A Prefeitura Municipal de Nilópolis sancionou a Lei Ordinária nº 6.968 em 14 de novembro de 2025, criando diretrizes para o Programa Farmácia Solidária. De autoria do vereador Flávio Vergueiro, a lei foi aprovada por unanimidade na Câmara Municipal e tem como objetivo promover a arrecadação e a distribuição gratuita de medicamentos à população por meio de doações voluntárias.
O Programa Farmácia Solidária tem como finalidade incentivar a doação de medicamentos em condições adequadas por pessoas físicas, farmácias, drogarias, distribuidoras e indústrias. Além disso, busca garantir o acesso da população de baixa renda a medicamentos essenciais de forma gratuita e solidária, promovendo também o uso racional dos medicamentos e o descarte consciente de remédios vencidos ou em desuso.
Segundo a nova legislação, os medicamentos recebidos pelo programa devem estar dentro do prazo de validade, em perfeitas condições, em suas embalagens originais e lacradas, e acompanhados de informações sobre o nome do medicamento, o prazo de validade e o lote de fabricação.

Distribuição de medicamentos depende de regulamentação
A estrutura física e os critérios operacionais para o recebimento dos medicamentos poderão ser definidos por ato do Poder Executivo, com possibilidade de parcerias com entidades privadas e públicas para viabilizar o funcionamento do programa. Esse ponto é fundamental, pois revela que a eficácia plena da lei depende de regulamentação. No Brasil, muitas normas são classificadas como de eficácia limitada, ou seja, precisam de regulamentação por parte do Executivo para que possam ser aplicadas de forma concreta. Sem essa etapa, a lei permanece como uma diretriz, mas não gera efeitos práticos no cotidiano da população.

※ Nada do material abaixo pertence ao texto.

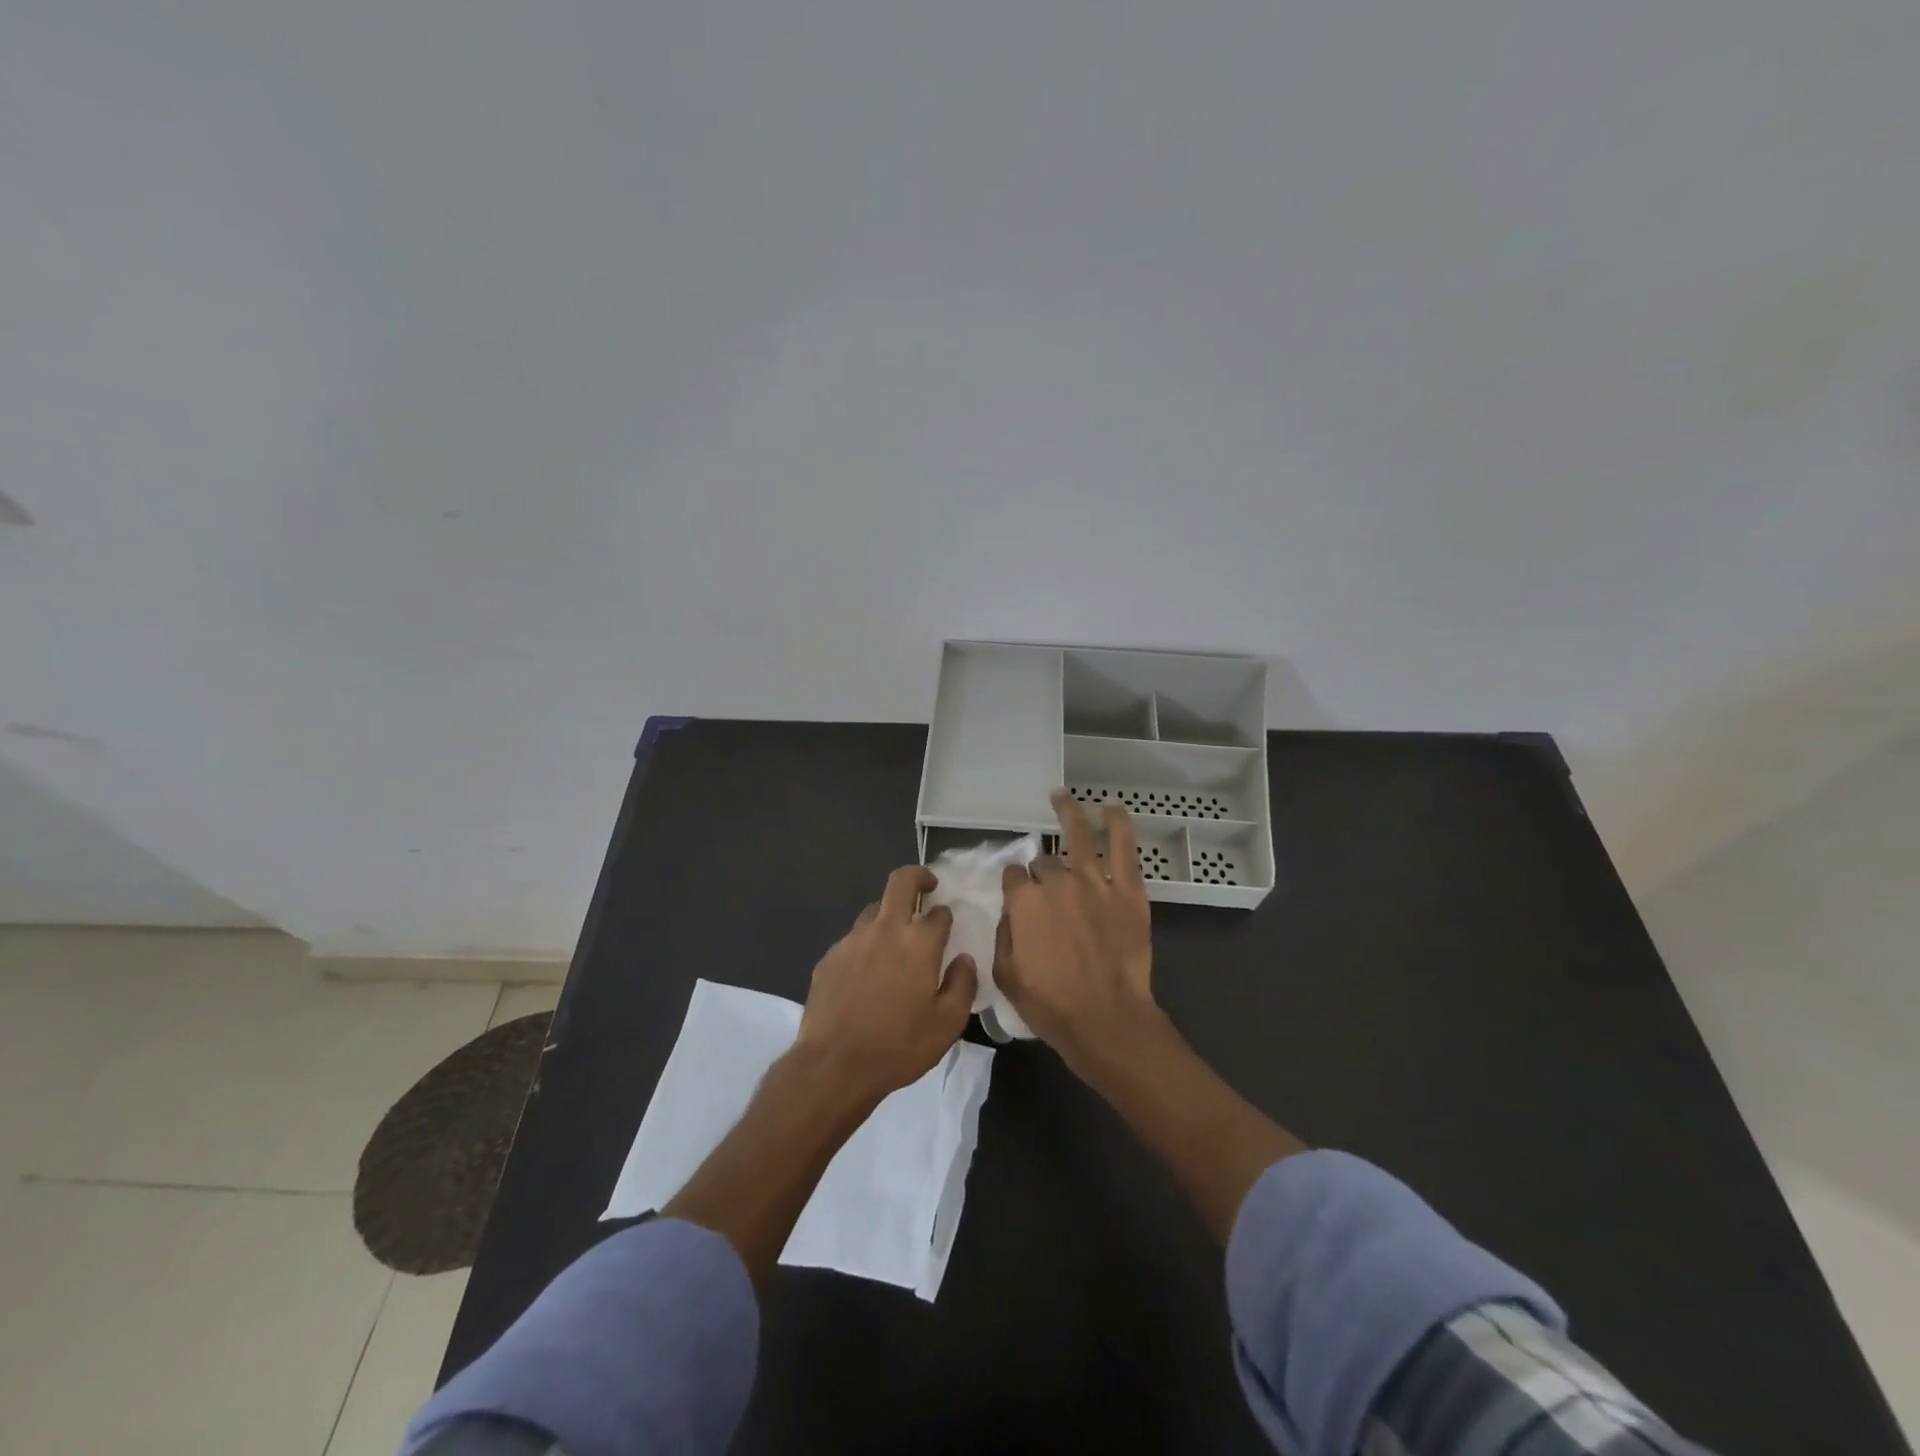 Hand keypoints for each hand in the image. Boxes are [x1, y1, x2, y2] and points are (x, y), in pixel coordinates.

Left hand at [794, 865, 978, 1103]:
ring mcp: (852, 940)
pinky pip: (852, 939)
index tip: (947, 926)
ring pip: (874, 910)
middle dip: (918, 876)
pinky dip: (865, 945)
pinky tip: (866, 974)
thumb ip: (962, 985)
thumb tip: (964, 959)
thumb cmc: (899, 1046)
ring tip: (894, 941)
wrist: (834, 1066)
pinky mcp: (829, 957)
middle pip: (900, 882)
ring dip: (889, 915)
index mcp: (918, 943)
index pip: (938, 912)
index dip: (946, 916)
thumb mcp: (947, 1024)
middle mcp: (885, 930)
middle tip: (927, 886)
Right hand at [996, 790, 1158, 1069]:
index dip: (1015, 885)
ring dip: (1068, 812)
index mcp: (1023, 903)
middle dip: (1042, 871)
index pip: (1013, 876)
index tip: (1019, 895)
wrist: (1106, 1020)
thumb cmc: (1051, 1005)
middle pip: (1043, 863)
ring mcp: (1094, 883)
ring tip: (1060, 795)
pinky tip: (1110, 806)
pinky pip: (1123, 847)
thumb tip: (1011, 912)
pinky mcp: (1127, 891)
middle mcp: (1056, 883)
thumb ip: (1003, 934)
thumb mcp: (1005, 975)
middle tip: (1049, 891)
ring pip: (1077, 837)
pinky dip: (1117, 823)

Especialistas em direito administrativo explicam que o poder regulamentar é a prerrogativa da Administração Pública de editar atos complementares que detalham como a lei será executada. Assim, enquanto algumas normas são autoexecutáveis e podem ser aplicadas imediatamente, outras necessitam de regulamentação para que seus objetivos sejam alcançados. No caso da Farmácia Solidária, a definição da estrutura física, dos critérios de recebimento e da operacionalização será determinante para que o programa funcione e cumpra sua missão de ampliar o acesso a medicamentos gratuitos em Nilópolis.
Para ilustrar essa situação, o especialista em direito administrativo Dr. Marcelo Azevedo comentou:
“É importante destacar que, embora a lei tenha sido aprovada e sancionada, ela ainda está apenas no papel. Sem a regulamentação do Executivo, não há como a população sentir os efeitos práticos dessa iniciativa. É como ter uma promessa sem prazo para ser cumprida. A lei é um avanço, mas precisa sair da teoria e ganhar vida na prática.”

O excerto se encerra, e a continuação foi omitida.